In un quadro di confusione di valori nasce pertanto una frustrazione sul piano esistenziale sia per chi è capace, sia per chi viene indotto a credersi bravo da un sistema che assolutizza il concetto che tutti possono raggiungere il piú alto risultato, proprio così come Lenin aveva detto quando aveva sostenuto che in un regime socialmente giusto anche una cuoca avrebbe potuto governare lo stato. Nel momento in cui il merito individuale viene disconosciuto, se non addirittura combattuto, a prevalere sono caratteristiche del comportamento che non appartengono certo alla sostanza, ma piuttosto alla apparenza. E se la scuola italiana sta oggi ai livelli più bassi del mondo come qualità formativa, non pochi politici e intellettuali dovranno, prima o poi, fare un chiaro «mea culpa». 
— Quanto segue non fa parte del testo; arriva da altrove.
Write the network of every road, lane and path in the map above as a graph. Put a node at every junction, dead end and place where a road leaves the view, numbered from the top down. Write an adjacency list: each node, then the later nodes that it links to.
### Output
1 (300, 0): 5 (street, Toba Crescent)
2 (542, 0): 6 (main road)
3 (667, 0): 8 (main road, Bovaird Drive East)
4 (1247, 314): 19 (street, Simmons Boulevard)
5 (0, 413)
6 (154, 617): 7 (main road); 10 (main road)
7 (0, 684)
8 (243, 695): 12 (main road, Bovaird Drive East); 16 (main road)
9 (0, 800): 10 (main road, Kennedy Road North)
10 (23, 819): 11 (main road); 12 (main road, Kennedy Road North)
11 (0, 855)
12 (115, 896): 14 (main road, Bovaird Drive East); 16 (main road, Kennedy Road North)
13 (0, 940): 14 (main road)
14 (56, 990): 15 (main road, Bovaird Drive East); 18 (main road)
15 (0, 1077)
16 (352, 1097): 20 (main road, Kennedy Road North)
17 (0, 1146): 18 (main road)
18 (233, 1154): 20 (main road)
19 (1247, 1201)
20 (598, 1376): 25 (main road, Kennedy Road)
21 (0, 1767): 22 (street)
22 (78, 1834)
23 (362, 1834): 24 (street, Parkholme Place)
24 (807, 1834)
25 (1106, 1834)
Le conseguenze della assenza di una pedagogia responsabile.

La prima conseguenza di una mentalità plasmata in chiave distorta fa sí che l’essere venga erroneamente inteso come spontaneismo e come emotività nella esasperata libertà soggettiva e l’apparire, invece, come il comportamento di chi obbedisce alle regole, presentate come calcolo e finzione. Pertanto la società che si ipotizza e per la quale si combatte politicamente è una società che non proibisce nulla, nella speranza che basti una autodisciplina a regolare gli eccessi. Tutto questo in teoria, ma in pratica le cose vanno lungo l’arco dei decenni cosí come oggi possiamo verificare direttamente. Nasce il disprezzo per la ragionevolezza e trionfa la fuga nell’irrazionale, nel magico e nel misterioso o nel surrogato della religione tradizionale. Il capovolgimento di valori del significato attribuito a essere e ad apparire fa sí che gli individui credano di essere mentre si dedicano sempre piú all’apparenza con la complicità di modelli di ricchezza economica, del crollo della famiglia e della scuola, dei massmedia e con l’assenza di ogni forma di controllo e di rifiuto della responsabilità individuale.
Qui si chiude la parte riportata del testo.